Wednesday, May 18, 2011
The tablet computers that compete with the iPad have mostly been uninspiring. The Eee Pad Transformer stands out with a design that isn't just copied from the iPad: It's a tablet that turns into a laptop.
For $399, $100 less than the cheapest iPad, you get a tablet computer with a 10-inch screen and hardware that doesn't cut corners. It's fully usable on its own. For another $149, you can buy a keyboard that connects to the tablet. Together, they look and open like a small laptop.
The Transformer is made by Asustek Computer Inc., the Taiwanese company that started the brief "netbook" craze a few years ago by selling small, inexpensive laptops. With the keyboard attached, the Transformer is nearly indistinguishable from a netbook.
Is this the I-Pad killer? I think this is a very smart concept but not sure it will catch on. Do you think it will?
Tuesday, May 17, 2011
As Apple approaches the 10th anniversary of the opening of its first retail store on Thursday, rumors are circulating that the computer giant is about to spring a surprise or two on its fans.

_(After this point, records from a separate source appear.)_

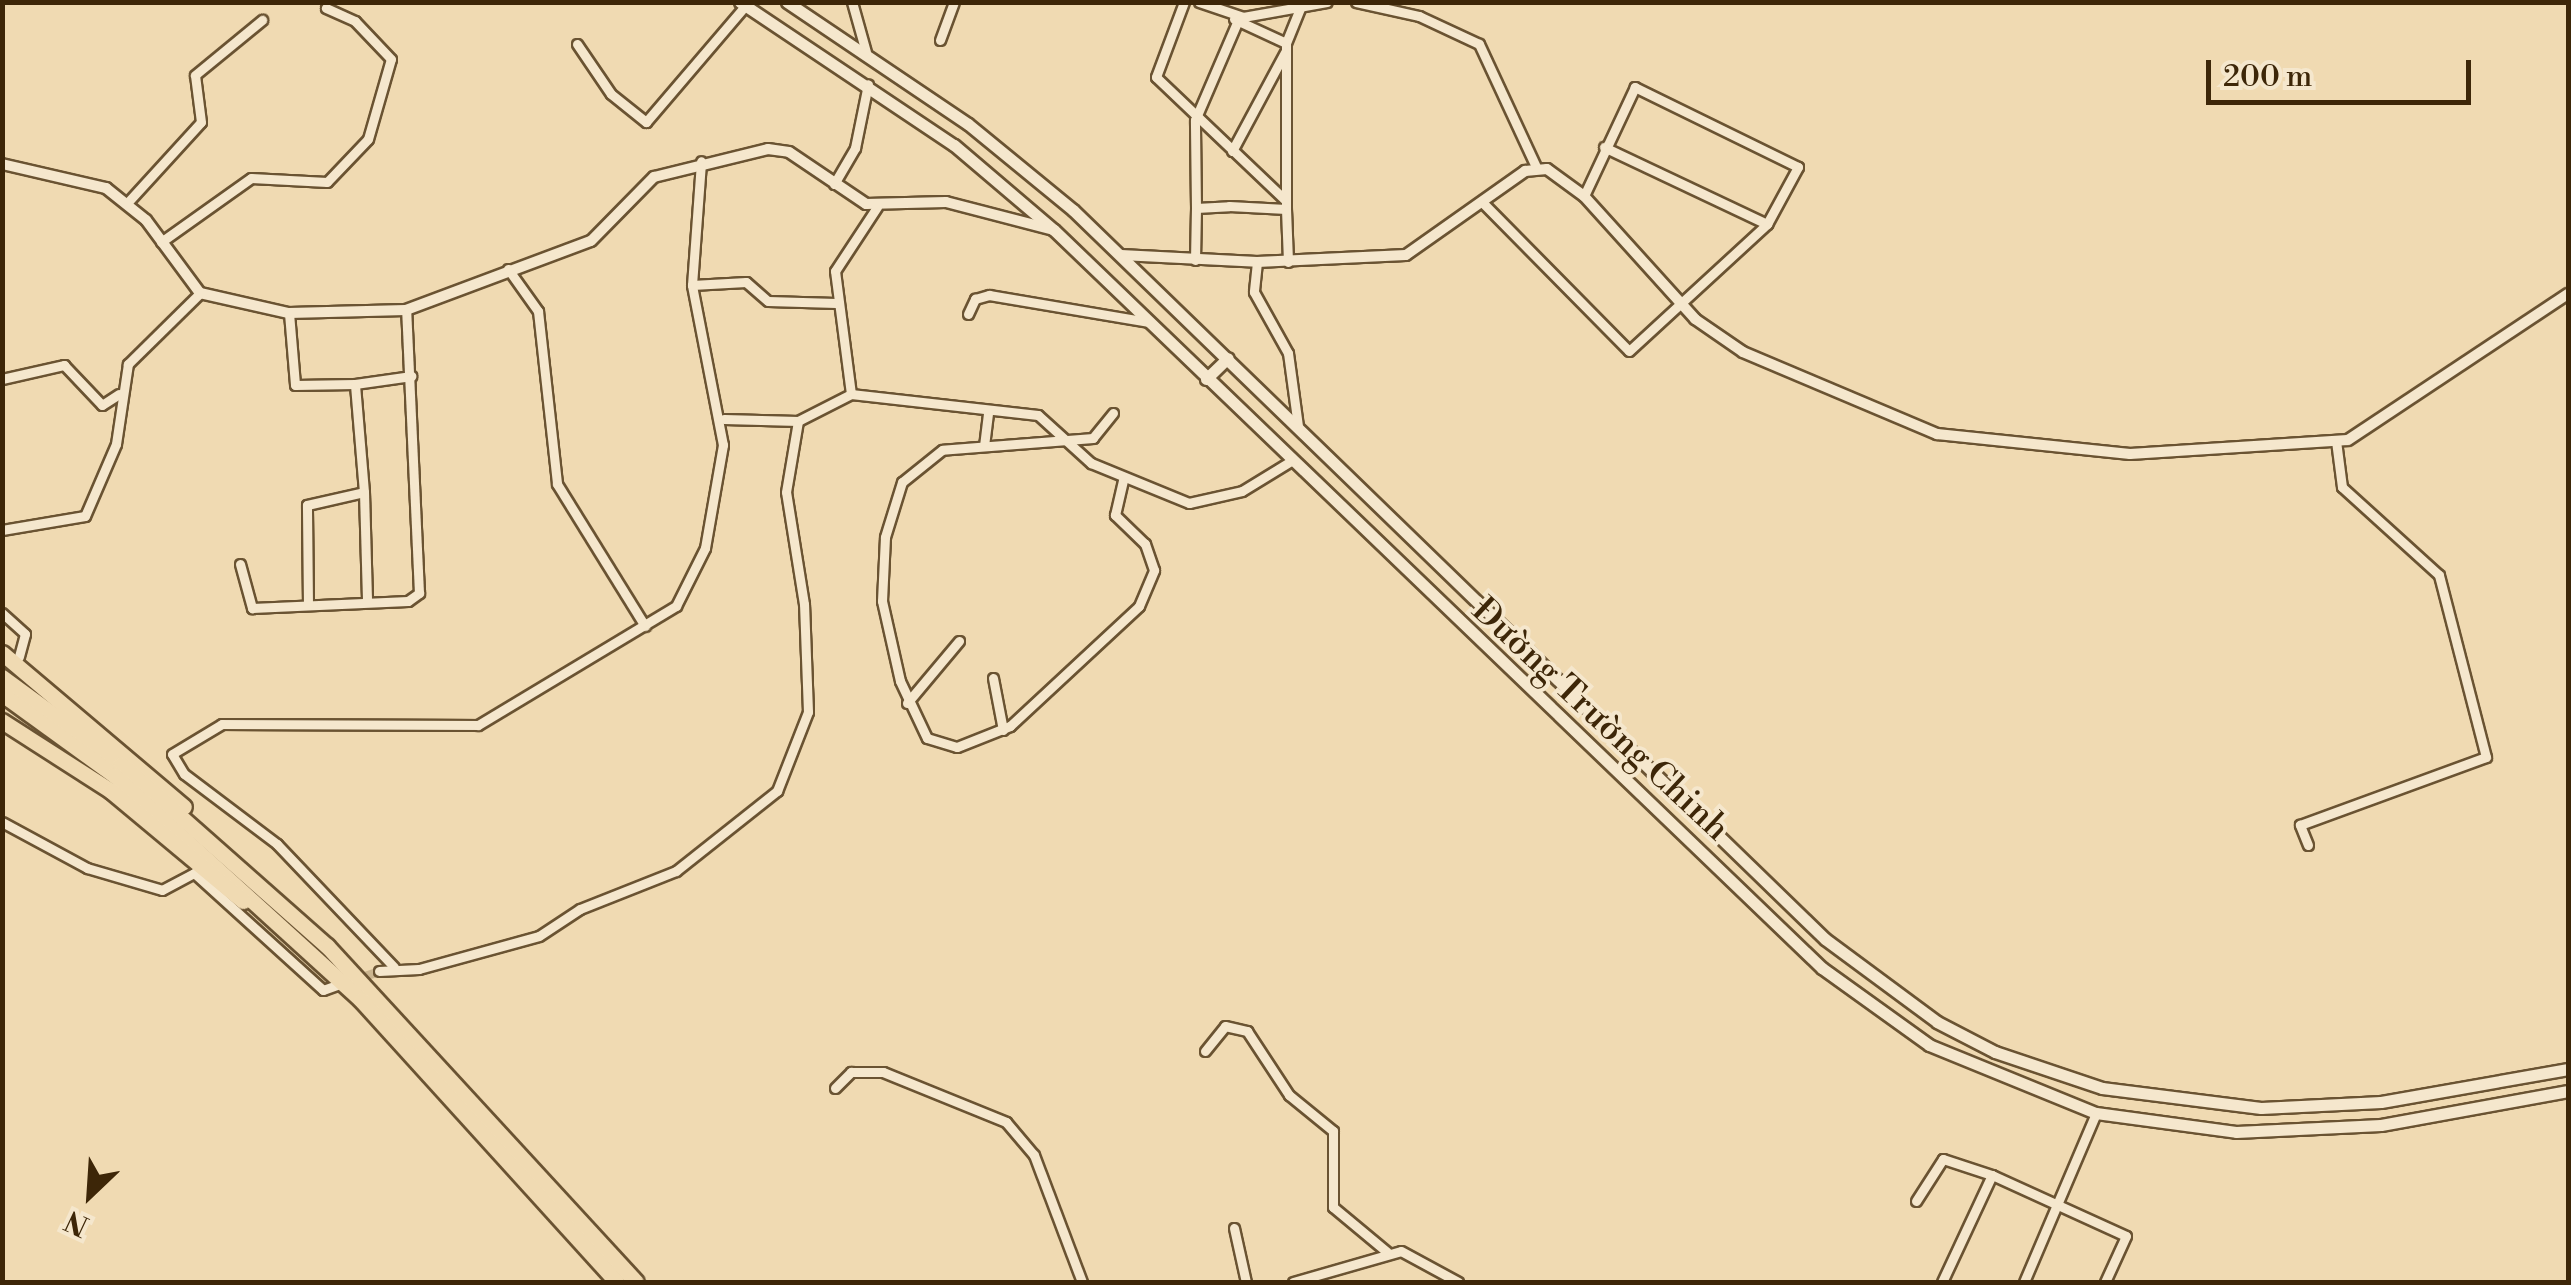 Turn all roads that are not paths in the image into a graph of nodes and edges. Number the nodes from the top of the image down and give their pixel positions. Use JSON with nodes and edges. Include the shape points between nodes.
{"nodes":[{"id":1,"x":788,"y":2,"type":"edge"},
{"id":2,"x":852,"y":2,"type":"edge"},
{"id":3,"x":954,"y":2,"type":"edge"},
{"id":4,"x":1184,"y":2,"type":"edge"},
{"id":5,"x":1199,"y":2,"type":"edge"},
{"id":6,"x":1326,"y":2,"type":"edge"},
{"id":7,"x":1356,"y":2,"type":"edge"},
{"id":8,"x":743,"y":4,"type":"edge"},
{"id":9,"x":326,"y":8,"type":"dead end"},
{"id":10,"x":1300,"y":8,"type":"junction"},
{"id":11,"x":1233,"y":18,"type":"junction"},
{"id":12,"x":262,"y":20,"type":"dead end"},
{"id":13,"x":940,"y":40,"type":"dead end"},
{"id":14,"x":577,"y":44,"type":"dead end"},
{"id":15,"x":1286,"y":47,"type":"junction"},
{"id":16,"x":866,"y":52,"type":"junction"},
{"id":17,"x":868,"y":84,"type":"junction"},
{"id":18,"x":1195,"y":120,"type":"junction"},
{"id":19,"x":1604,"y":148,"type":"junction"},
{"id":20,"x":1232,"y":151,"type":"junction"},
{"id":21,"x":702,"y":162,"type":"junction"},
{"id":22,"x":2,"y":164,"type":"edge"},
{"id":23,"x":1536,"y":167,"type":"junction"},
{"id":24,"x":1286,"y":168,"type":"junction"},
{"id":25,"x":1262,"y":178,"type":"junction"},
{"id":26,"x":834,"y":184,"type":"junction"},
{"id":27,"x":1584,"y":196,"type":"junction"},
{"id":28,"x":128,"y":202,"type":"junction"},
{"id":29,"x":1286,"y":204,"type":"junction"},
{"id":30,"x":1484,"y":204,"type":"junction"},
{"id":31,"x":877,"y":207,"type":"junction"},
{"id":32,"x":1196,"y":208,"type":"junction"},
{"id":33,"x":1767,"y":224,"type":"junction"},
{"id":34,"x":1054,"y":230,"type":"junction"},
{"id":35,"x":161,"y":242,"type":"junction"},
{"id":36,"x":1121,"y":254,"type":"junction"},
{"id":37,"x":1195,"y":260,"type":"junction"},
{"id":38,"x":1257,"y":262,"type":"junction"},
{"id":39,"x":1288,"y":262,"type":"junction"},
{"id":40,"x":508,"y":269,"type":"junction"},
{"id":41,"x":692,"y":286,"type":"junction"},
{"id":42,"x":200,"y":293,"type":"junction"},
{"id":43,"x":2568,"y":294,"type":"edge"},
{"id":44,"x":836,"y":302,"type":"junction"},
{"id":45,"x":1682,"y":306,"type":"junction"},
{"id":46,"x":406,"y":310,"type":"junction"},
{"id":47,"x":289,"y":313,"type":"junction"},
{"id":48,"x":968,"y":314,"type":"dead end"},
{"id":49,"x":1148,"y":322,"type":"junction"},
{"id":50,"x":1228,"y":358,"type":"junction"},
{"id":51,"x":411,"y":376,"type":"junction"},
{"id":52,"x":2,"y":379,"type":"edge"},
{"id":53,"x":1206,"y":379,"type":"junction"},
{"id":54,"x":355,"y":384,"type":"junction"},
{"id":55,"x":119,"y":394,"type":"junction"},
{"id":56,"x":850,"y":394,"type":"junction"},
{"id":57,"x":988,"y":413,"type":"junction"},
{"id":58,"x":1112,"y":413,"type":"dead end"},
{"id":59,"x":724,"y":420,"type":"junction"},
{"id":60,"x":798,"y":421,"type":"junction"},
{"id":61,"x":1298,"y":426,"type":"junction"},
{"id":62,"x":2336,"y":441,"type":"junction"},
{"id":63,"x":1060,"y":442,"type":"junction"},
{"id":64,"x":984,"y":446,"type":"junction"},
{"id":65,"x":1291,"y":461,"type":"junction"},
{"id":66,"x":1123,"y":479,"type":"junction"},
{"id":67,"x":364,"y":492,"type":"junction"},
{"id":68,"x":2,"y":530,"type":"edge"},
{"id":69,"x":240,"y":564,"type":"dead end"},
{"id":70,"x":367,"y":602,"type":"junction"},
{"id":71,"x":308,"y":605,"type":"junction"},
{"id":72,"x":2,"y":612,"type":"edge"},
{"id":73,"x":645,"y":626,"type":"junction"},
{"id":74,"x":959,"y":641,"type":"dead end"},
{"id":75,"x":11,"y":655,"type":"edge"},
{"id":76,"x":2,"y":677,"type":"edge"},
{"id":77,"x":993,"y":678,"type":"dead end"},
{"id":78,"x":2,"y":694,"type":"edge"},
{"id":79,"x":907,"y":703,"type":"junction"},
{"id":80,"x":2,"y":722,"type":"edge"},
{"id":81,"x":1003,"y":730,"type":"junction"},
{"id":82,"x":2,"y":822,"type":"edge"},
{"id":83,"x":2308,"y":845,"type":"dead end"},
{"id":84,"x":234,"y":862,"type":"junction"},
{"id":85,"x":298,"y":940,"type":"junction"},
{"id":86,"x":1840,"y":952,"type":"junction"},
{"id":87,"x":394,"y":968,"type":"junction"},
{"id":88,"x":1825,"y":970,"type":"junction"},
{"id":89,"x":379,"y":971,"type":"tunnel mouth"},
{"id":90,"x":342,"y":983,"type":"tunnel mouth"},
{"id":91,"x":1205,"y":1051,"type":"dead end"},
{"id":92,"x":2568,"y":1069,"type":"edge"},
{"id":93,"x":835,"y":1088,"type":"dead end"},
{"id":94,"x":2568,"y":1090,"type":"edge"},
{"id":95,"x":2195,"y":1103,"type":"junction"},
{"id":96,"x":2096,"y":1113,"type":"junction"},
{"id":97,"x":2193,"y":1128,"type":"junction"},
{"id":98,"x":1992,"y":1175,"type":"junction"},
{"id":99,"x":1916,"y":1201,"type":"dead end"},
{"id":100,"x":2059,"y":1206,"type":"junction"},
{"id":101,"x":1234,"y":1228,"type":"dead end"},
{"id":102,"x":1387,"y":1252,"type":"junction"},
{"id":103,"x":617,"y":1282,"type":"edge"},
{"id":104,"x":636,"y":1282,"type":"edge"},
{"id":105,"x":1082,"y":1282,"type":"edge"},
{"id":106,"x":1246,"y":1282,"type":"edge"},
{"id":107,"x":1293,"y":1282,"type":"edge"},
{"id":108,"x":1458,"y":1282,"type":"edge"},
{"id":109,"x":1942,"y":1282,"type":"edge"},
{"id":110,"x":2024,"y":1282,"type":"edge"},
{"id":111,"x":2105,"y":1282,"type":"edge"}],
"edges":[{"from":1,"to":16,"type":"main road","name":"Đường Trường Chinh"},
{"from":2,"to":16,"type":"street"},
{"from":3,"to":13,"type":"street"},
{"from":4,"to":18,"type":"street","via":[[1154,70]]},
{"from":5,"to":11,"type":"street"},
{"from":6,"to":10,"type":"street"},
{"from":7,"to":23,"type":"street","via":[[1419,16],[1479,44]]},
{"from":8,"to":14,"type":"street","via":[[646,122],[611,94]]},
{"from":8,"to":17,"type":"main road","name":"Đường Trường Chinh"},
{"from":9,"to":35,"type":"street","via":[[355,21],[391,59],[368,139],[323,184],[251,178]]},
{"from":10,"to":11,"type":"street"},
{"from":10,"to":15,"type":"street"},
{"from":11,"to":15,"type":"street"},
{"from":11,"to":18,"type":"street"},
{"from":12,"to":28,"type":"street","via":[[195,75],[201,122]]},
{"from":15,"to":20,"type":"street"},
{"from":15,"to":24,"type":"street"},
{"from":16,"to":36,"type":"main road","name":"Đường Trường Chinh","via":[[968,124]]},
{"from":17,"to":26,"type":"street","via":[[856,148]]},
{"from":17,"to":34,"type":"main road","name":"Đường Trường Chinh"},
{"from":18,"to":20,"type":"street"},
{"from":18,"to":32,"type":"street"},
{"from":19,"to":27,"type":"street"},
{"from":19,"to":33,"type":"street"},
{"from":19,"to":33,"type":"street","via":[[1630,92],[1648,91],[1792,160],[1796,172]]},
{"from":20,"to":25,"type":"street"},
{"from":21,"to":26,"type":"street","via":[[778,149]]},
{"from":21,"to":40,"type":"street","via":[[642,183],[591,242]]},
{"from":21,"to":41,"type":"street"},
{"from":22,"to":28,"type":"street","via":[[94,182]]},
{"from":23,"to":27,"type":"street"},
{"from":23,"to":30,"type":"street"},
{"from":24,"to":25,"type":"street"},
{"from":24,"to":29,"type":"street"},
{"from":25,"to":29,"type":"street"},
{"from":26,"to":31,"type":"street"},
{"from":27,"to":45,"type":"street"},
{"from":28,"to":35,"type":"street"},
{"from":29,"to":32,"type":"street"},
{"from":29,"to":39,"type":"street"},
{"from":30,"to":39,"type":"street","via":[[1406,255]]},
{"from":30,"to":45,"type":"street","via":[[1624,349],[1634,350]]},
{"from":31,"to":34,"type":"street","via":[[946,202]]},
{"from":31,"to":44,"type":"street","via":[[837,261]]},
{"from":32,"to":37,"type":"street"},
{"from":33,"to":45,"type":"street"},
{"from":34,"to":49,"type":"main road","name":"Đường Trường Chinh"},
{"from":35,"to":42,"type":"street"},
{"from":36,"to":37,"type":"street"},
{"from":36,"to":50,"type":"main road","name":"Đường Trường Chinh"},
{"from":37,"to":38,"type":"street"},
{"from":38,"to":39,"type":"street"},
{"from":38,"to":61,"type":"street","via":[[1254,292],[1294,372]]},
{"from":40,"to":46,"type":"street"},
{"from":40,"to":73,"type":"street","via":[[538,311],[555,479]]},
{"from":41,"to":44,"type":"street","via":[[746,282],[768,301]]},
{"from":41,"to":59,"type":"street"},
{"from":42,"to":47,"type":"street"},
{"from":42,"to":55,"type":"street","via":[[138,348]]},
{"from":43,"to":62,"type":"street","via":[[2376,428]]},
{"from":44,"to":56,"type":"street"},
{"from":45,"to":62,"type":"street","via":[[1743,352],[1937,434],[2130,454]]},
{"from":46,"to":47,"type":"street"},
{"from":46,"to":51,"type":"street"},
{"from":47,"to":54,"type":"street","via":[[295,384]]},
{"from":48,"to":49,"type":"street","via":[[975,299],[989,295]]},
{"from":49,"to":53,"type":"main road","name":"Đường Trường Chinh"},
{"from":50,"to":53,"type":"main road"},
{"from":50,"to":61,"type":"main road","name":"Đường Trường Chinh"},
{"from":51,"to":54,"type":"street"},
{"from":51,"to":70,"type":"street","via":[[420,586],[408,601]]},
{"from":52,"to":55,"type":"street","via":[[64,365],[102,405]]},
{"from":53,"to":65,"type":"main road","name":"Đường Trường Chinh"},
{"from":54,"to":67,"type":"street"},
{"from":55,"to":68,"type":"street","via":[[116,444],[85,516]]},
{"from":56,"to":57,"type":"street"},
{"from":56,"to":60,"type":"street"},
{"from":57,"to":63,"type":"street","via":[[1038,415]]},
{"from":57,"to":64,"type":"street"},
{"from":58,"to":63,"type":"street","via":[[1096,437]]},
{"from":59,"to":60,"type":"street"},
{"from":59,"to":73,"type":"street","via":[[704,548],[679,602]]},
{"from":60,"to":87,"type":"street","via":[[786,492],[804,604],[808,712],[777,791],[676,870],[580,908],[539,936],[418,969]]},
{"from":61,"to":86,"type":"main road","name":"Đường Trường Chinh"},
{"from":62,"to":83,"type":"street","via":[[2342,487],[2441,580],[2486,757],[2300,825]]},
{"from":63,"to":64,"type":"street"},
{"from":63,"to":66,"type":"street"},
{"from":64,"to":79,"type":"street","via":[[922,460],[902,482],[888,522],[882,601]]},
{"from":65,"to":66,"type":"street","via":[[1242,491],[1189,503]]},
{"from":65,"to":88,"type":"main road","name":"Đường Trường Chinh"},
{"from":66,"to":81,"type":"street","via":[[1115,515],[1150,553],[1151,588],[1071,675]]},
{"from":67,"to":70,"type":"street"},
{"from":67,"to":71,"type":"street","via":[[306,505]]},
{"from":69,"to":71,"type":"street","via":[[247,606]]},
{"from":70,"to":71,"type":"street"},
{"from":72,"to":75,"type":"street","via":[[25,634]]},
{"from":73,"to":87,"type":"street","via":[[474,726],[222,724],[172,754],[184,774],[277,844]]},
{"from":74,"to":79,"type":"street","via":[[948,663]]},
{"from":75,"to":84,"type":"highway","via":[[155,777]]},
{"from":76,"to":84,"type":"highway","via":[[121,764]]},
{"from":77,"to":81,"type":"street"},
{"from":78,"to":85,"type":"highway","via":[[114,775]]},
{"from":79,"to":81,"type":"street","via":[[921,733],[941,744],[964,745]]},
{"from":80,"to":85,"type":"highway","via":[[112,791]]},
{"from":82,"to":90,"type":"street","via":[[87,868],[162,890],[194,873],[323,990]]},
{"from":84,"to":104,"type":"highway","via":[[372,991]]},
{"from":85,"to":103,"type":"highway","via":[[502,1147]]},
{"from":86,"to":88,"type":"main road"},
{"from":86,"to":95,"type":"main road","name":"Đường Trường Chinh","via":[[1922,1013],[1995,1052],[2102,1088]]},
{"from":87,"to":89,"type":"street"},
{"from":88,"to":96,"type":"main road","name":"Đường Trường Chinh","via":[[1956,1060]]},
{"from":91,"to":102,"type":"street","via":[[1225,1026],[1248,1031],[1288,1095],[1333,1131],[1332,1207]]},
{"from":92,"to":95,"type":"main road","name":"Đường Trường Chinh","via":[[2381,1102]]},
{"from":93,"to":105,"type":"street","via":[[851,1072],[870,1070],[1006,1122],[1034,1154]]},
{"from":94,"to":97,"type":"main road","name":"Đường Trường Chinh","via":[[2307,1133]]},
{"from":95,"to":97,"type":"main road"},
{"from":96,"to":97,"type":"main road","name":"Đường Trường Chinh"},
{"from":96,"to":100,"type":"street"},
{"from":98,"to":99,"type":"street","via":[[1943,1159]]},
{"from":98,"to":100,"type":"street"},
{"from":98,"to":109,"type":"street"},
{"from":100,"to":110,"type":"street"},
{"from":100,"to":111,"type":"street","via":[[2126,1236]]},
{"from":101,"to":106,"type":"street"},
{"from":102,"to":107,"type":"street"},
{"from":102,"to":108,"type":"street","via":[[1426,1258]]}]}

Boy Genius Report is claiming that, according to a “solid Apple source,” the company may be planning “something big” for the weekend.
BGR says that between 10 and 15 employees at each Apple store will be working an overnight shift from Saturday evening and that during that shift, employees will be told to lock their cell phones in the main office and also asked to sign a non-disclosure agreement.

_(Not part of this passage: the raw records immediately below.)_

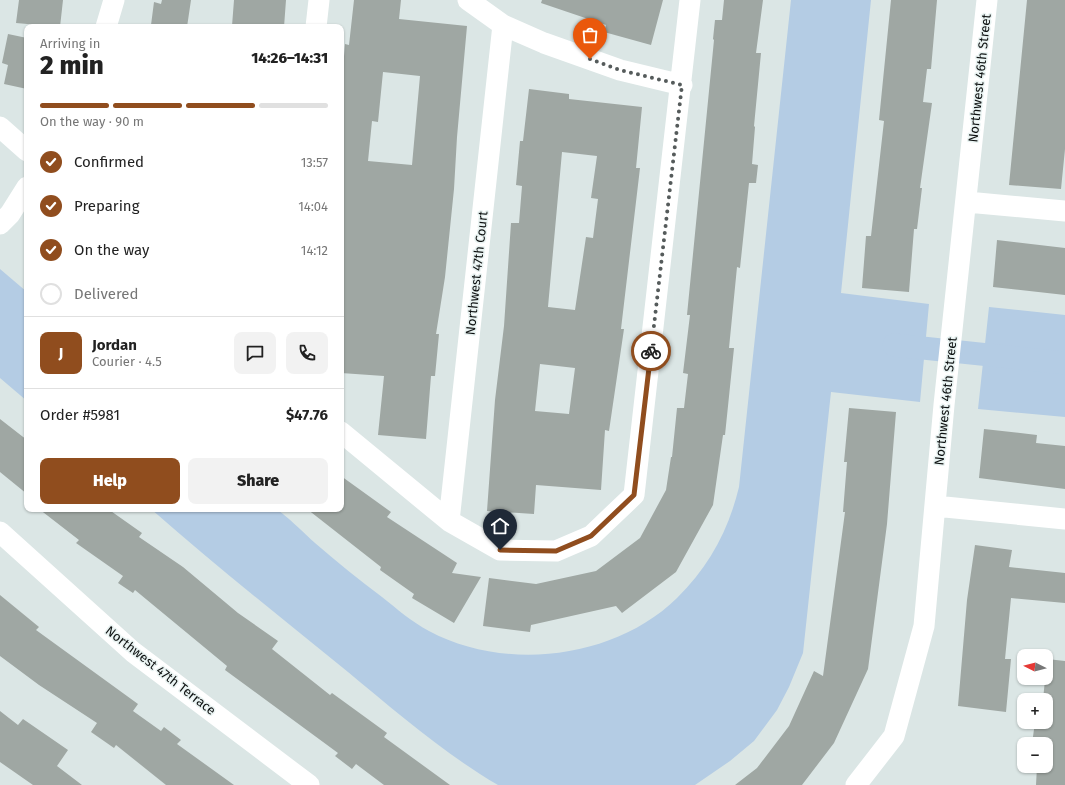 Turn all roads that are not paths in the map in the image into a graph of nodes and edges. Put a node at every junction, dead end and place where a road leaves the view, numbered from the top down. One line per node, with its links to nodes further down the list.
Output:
1 (114, 0): 6 (street)
2 (319, 0): 7 (street)
3 (468, 0): 8 (street)
4 (690, 0): 9 (street)
5 (987, 0): 13 (street, Northwest 46th Street)
6 (107, 24)
7 (316, 24)
8 (503, 25): 9 (street); 19 (street, Northwest 47th Court)
9 (682, 85): 19 (street)
10 (0, 126): 11 (street)
11 (24, 148)
12 (24, 191): 15 (street)
13 (967, 202): 14 (street); 17 (street, Northwest 46th Street)
14 (1065, 211)
15 (5, 219)
16 (344, 434): 19 (street)
17 (934, 506): 18 (street); 22 (street, Northwest 46th Street)
18 (1065, 519)
19 (449, 521)
20 (0, 532): 21 (street, Northwest 47th Terrace)
21 (309, 785)
22 (856, 785)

“Apple stores have apparently already received hardware to install, and are expecting more hardware to come on Friday or Saturday,” BGR says. “All materials that Apple stores have received have been instructed to be under lock and key until after close on Saturday night.”
BGR also claims that Apple employees will be “putting up black curtains at all stores so that people walking outside cannot see inside.
Could a new product be on the way this weekend? or is it just an internet based rumor? what do you think?
Tobii's eye-tracking tech, which allows users to control certain computer functions just by looking at points on the screen, will have some obvious specialized applications, say for people who have difficulty using their hands. However, "Tobii's ambition is to bring eye tracking and eye control to regular consumer computers and computer screens," said spokesperson Sara Hyleen. "Over time, we anticipate it to be something that most consumers will want to have."
Is this the next generation of the mouse? I am not sure if i like this concept. What do you think?
Is this the next generation of the mouse? I am not sure if i like this concept. What do you think?
Monday, May 16, 2011
Tablets using Google's Android platform could overtake Apple Inc's red-hot iPad within three years as improved versions and more applications hit the market, the head of chip designer Nvidia said.
Nvidia Chief Executive Jen-Hsun Huang told the Reuters Technology Summit in New York on Monday that tablets using new versions of Android, including Honeycomb, would outsell iPads as developers create more games and other software to use on them.
"The Android phone took only two and a half years to achieve the momentum that we're talking about. I would expect the same thing on Honeycomb tablets," said Huang, a sportscar enthusiast and cofounder of Nvidia.
Do you guys think this will ever happen? Will Google over take Apple??
Saturday, May 14, 2011
Sony has announced that it has just restored some PlayStation Network services after hackers forced Sony to take it down.
The announcement was made by Sony Corporation Executive Deputy President Kazuo Hirai. "The services are being restored in phases, and I am pleased to say that the first phase has been launched in most regions around the world," Hirai said in a video statement.
Sony rebuilt the entire PlayStation Network following a breach of its security that resulted in the compromise of 24.6 million user accounts. The changes are being delivered in a new system update that is restoring online gaming and Qriocity services.
Good news for you PlayStation users!!